Page:Beecher Stowe - La Case de l’oncle Tom, Sw Belloc, 1878.djvu/595

Le texte de cette page a été corrigé et est conforme au fac-similé.

« Je me sens fort combattu quant à mes plans d’avenir. Il est vrai que je puis, comme vous m’y engagez, faire partie de la société des blancs de ce pays. Le mélange de couleur, chez moi à peine perceptible, disparaît tout à fait pour ma femme et mes enfants.

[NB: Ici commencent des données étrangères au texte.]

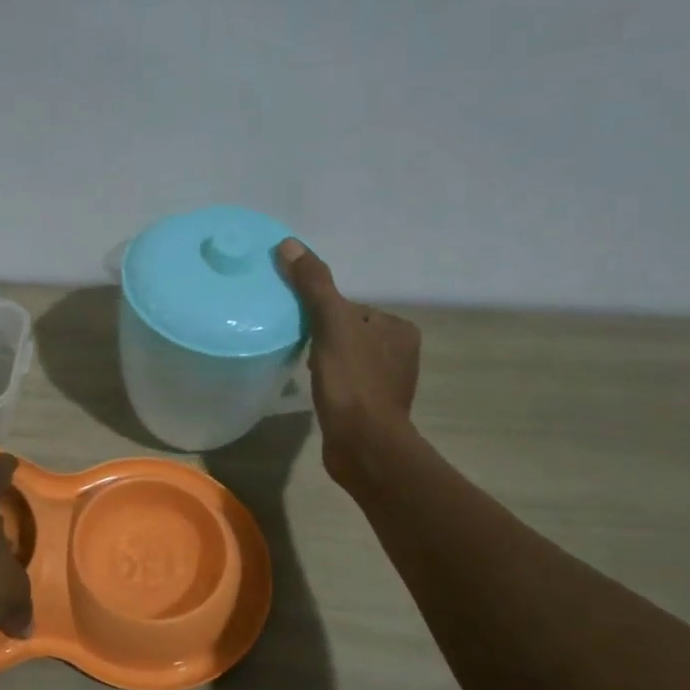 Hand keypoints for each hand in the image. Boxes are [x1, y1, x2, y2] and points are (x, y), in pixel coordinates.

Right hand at [277, 239, 421, 490]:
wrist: (364, 444)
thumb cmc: (352, 382)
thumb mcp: (331, 325)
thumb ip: (314, 286)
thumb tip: (289, 245)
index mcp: (399, 329)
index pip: (351, 308)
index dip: (322, 314)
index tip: (301, 326)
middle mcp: (400, 353)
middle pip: (348, 333)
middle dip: (323, 339)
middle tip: (300, 349)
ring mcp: (388, 384)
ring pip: (347, 359)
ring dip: (326, 363)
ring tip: (306, 373)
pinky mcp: (374, 409)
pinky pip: (346, 385)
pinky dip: (331, 385)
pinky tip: (318, 394)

Il ne tient donc qu’à moi de me faire passer pour un blanc ; mais, à vous parler vrai, je ne le souhaite point.

« Mes sympathies ne sont pas pour la race de mon père. Qu’étais-je pour lui ? Ce qu’est un beau chien, un beau cheval, peut-être. Pour ma pauvre chère mère, j’étais un fils, et sa race est la mienne. Jamais je ne l’ai revue depuis la cruelle vente qui nous sépara : elle est morte sans m’embrasser ; mais je sais, je le sais par mon propre cœur, jusqu’au bout elle m’a chèrement aimé. Quand je songe à ce qu’elle a souffert, aux angoisses de mon enfance et de ma première jeunesse, au désespoir, aux luttes de mon héroïque femme, de ma sœur vendue dans un marché d’esclaves à la Nouvelle-Orléans, — sans manquer de charité chrétienne, je l’espère, je puis dire que je ne souhaite nullement passer pour être Américain, et que je n’adopte point l’Amérique pour patrie.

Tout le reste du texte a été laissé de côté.